### Task requirements
When you return the data, keep every word exact and include none of the images.

■ ■ ■ ■ ■

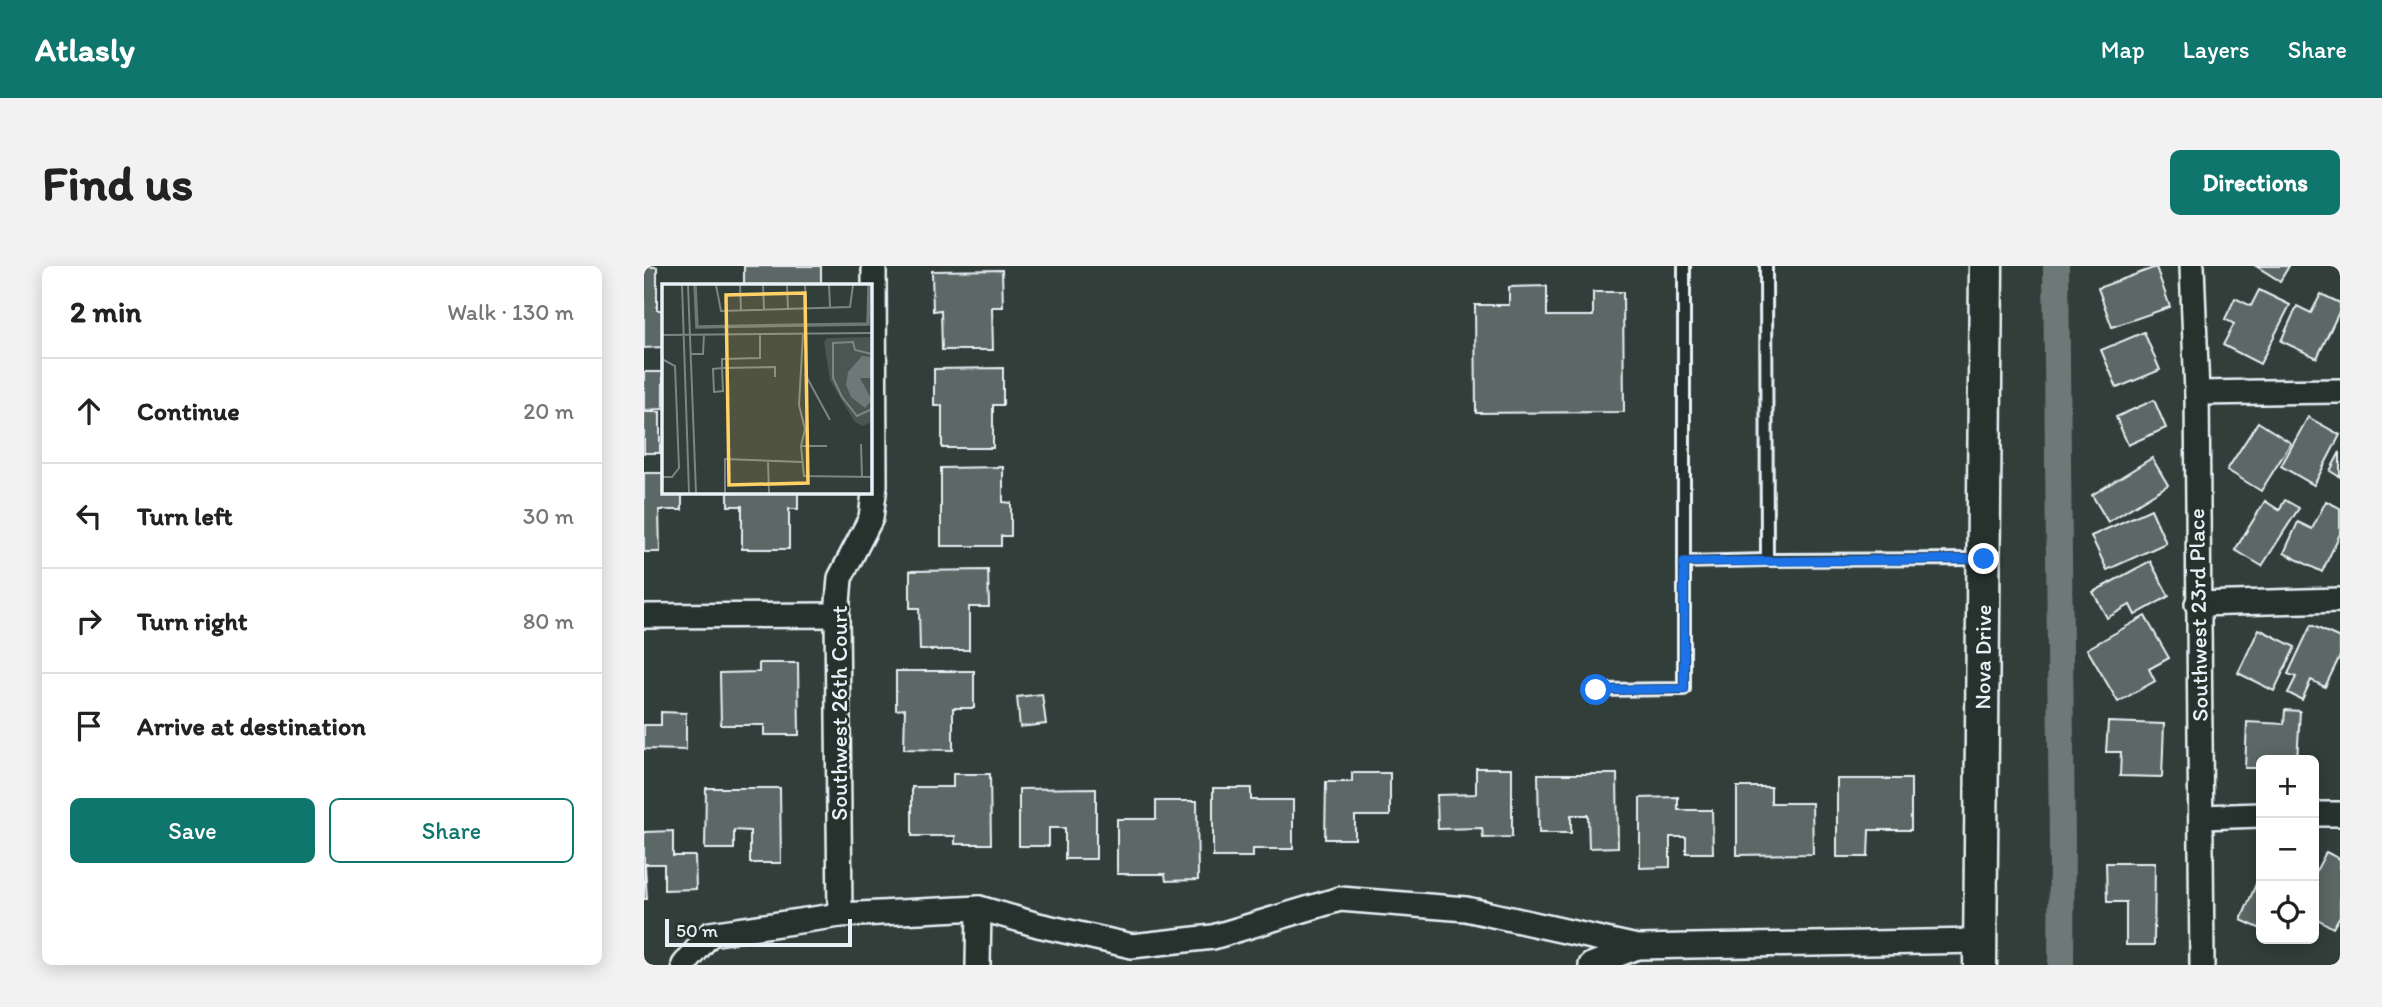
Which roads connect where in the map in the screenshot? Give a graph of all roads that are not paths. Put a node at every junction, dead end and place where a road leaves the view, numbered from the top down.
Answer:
1 (874, 266) edge
2 (1684, 266) edge
3 (1766, 266) edge
4 (1986, 266) edge
5 (2192, 266) edge
6 (2340, 391) edge
7 (2197, 393) junction
8 (1984, 559) junction
9 (1767, 560) junction
10 (1684, 562) junction
11 (2340, 600) edge
12 (2197, 604) junction
13 (837, 615) junction
14 (644, 616) edge
15 (1596, 690) dead end
16 (2319, 814) edge
17 (2340, 814) edge
18 (2256, 815) edge
19 (2201, 817) junction
20 (979, 908) junction
21 (840, 915) junction
22 (1637, 947) junction
23 (1980, 953) edge
24 (684, 965) edge
25 (978, 965) edge
26 (1591, 965) edge
27 (2202, 965) edge

1 - 13 street, Southwest 26th Court
2 - 10 lane
3 - 9 lane
4 - 8 street, Nova Drive
5 - 7 street, Southwest 23rd Place
6 - 7 street
7 - 12 street, Southwest 23rd Place
8 - 9 lane
8 - 23 street, Nova Drive
9 - 10 lane
10 - 15 lane
11 - 12 street
12 - 19 street, Southwest 23rd Place
13 - 14 street
13 - 21 street, Southwest 26th Court
16 - 17 street
18 - 19 street
19 - 27 street, Southwest 23rd Place
20 - 21 street
20 - 22 street
20 - 25 street
21 - 24 street
22 - 23 street
22 - 26 street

■ ■ ■ ■ ■

### Final answer
Which roads connect where in the map in the screenshot? Give a graph of all roads that are not paths. Put a node at every junction, dead end and place where a road leaves the view, numbered from the top down.
Answer:
1 (874, 266) edge
2 (1684, 266) edge
3 (1766, 266) edge
4 (1986, 266) edge
5 (2192, 266) edge
6 (2340, 391) edge
7 (2197, 393) junction
8 (1984, 559) junction
9 (1767, 560) junction
10 (1684, 562) junction
11 (2340, 600) edge
12 (2197, 604) junction
13 (837, 615) junction
14 (644, 616) edge
15 (1596, 690) dead end
16 (2319, 814) edge
17 (2340, 814) edge
18 (2256, 815) edge
19 (2201, 817) junction
20 (979, 908) junction
21 (840, 915) junction
22 (1637, 947) junction
23 (1980, 953) edge
24 (684, 965) edge
25 (978, 965) edge
26 (1591, 965) edge
27 (2202, 965) edge

1 - 13 street, Southwest 26th Court
2 - 10 lane
3 - 9 lane
4 - 8 street, Nova Drive
5 - 7 street, Southwest 23rd Place
6 - 7 street
7 - 12 street, Southwest 23rd Place
8 - 9 lane
8 - 23 street, Nova Drive
9 - 10 lane
10 - 15 lane
11 - 12 street
12 - 19 street, Southwest 23rd Place
13 - 14 street
13 - 21 street, Southwest 26th Court
16 - 17 street
18 - 19 street
19 - 27 street, Southwest 23rd Place
20 - 21 street
20 - 22 street
20 - 25 street
21 - 24 street
22 - 23 street
22 - 26 street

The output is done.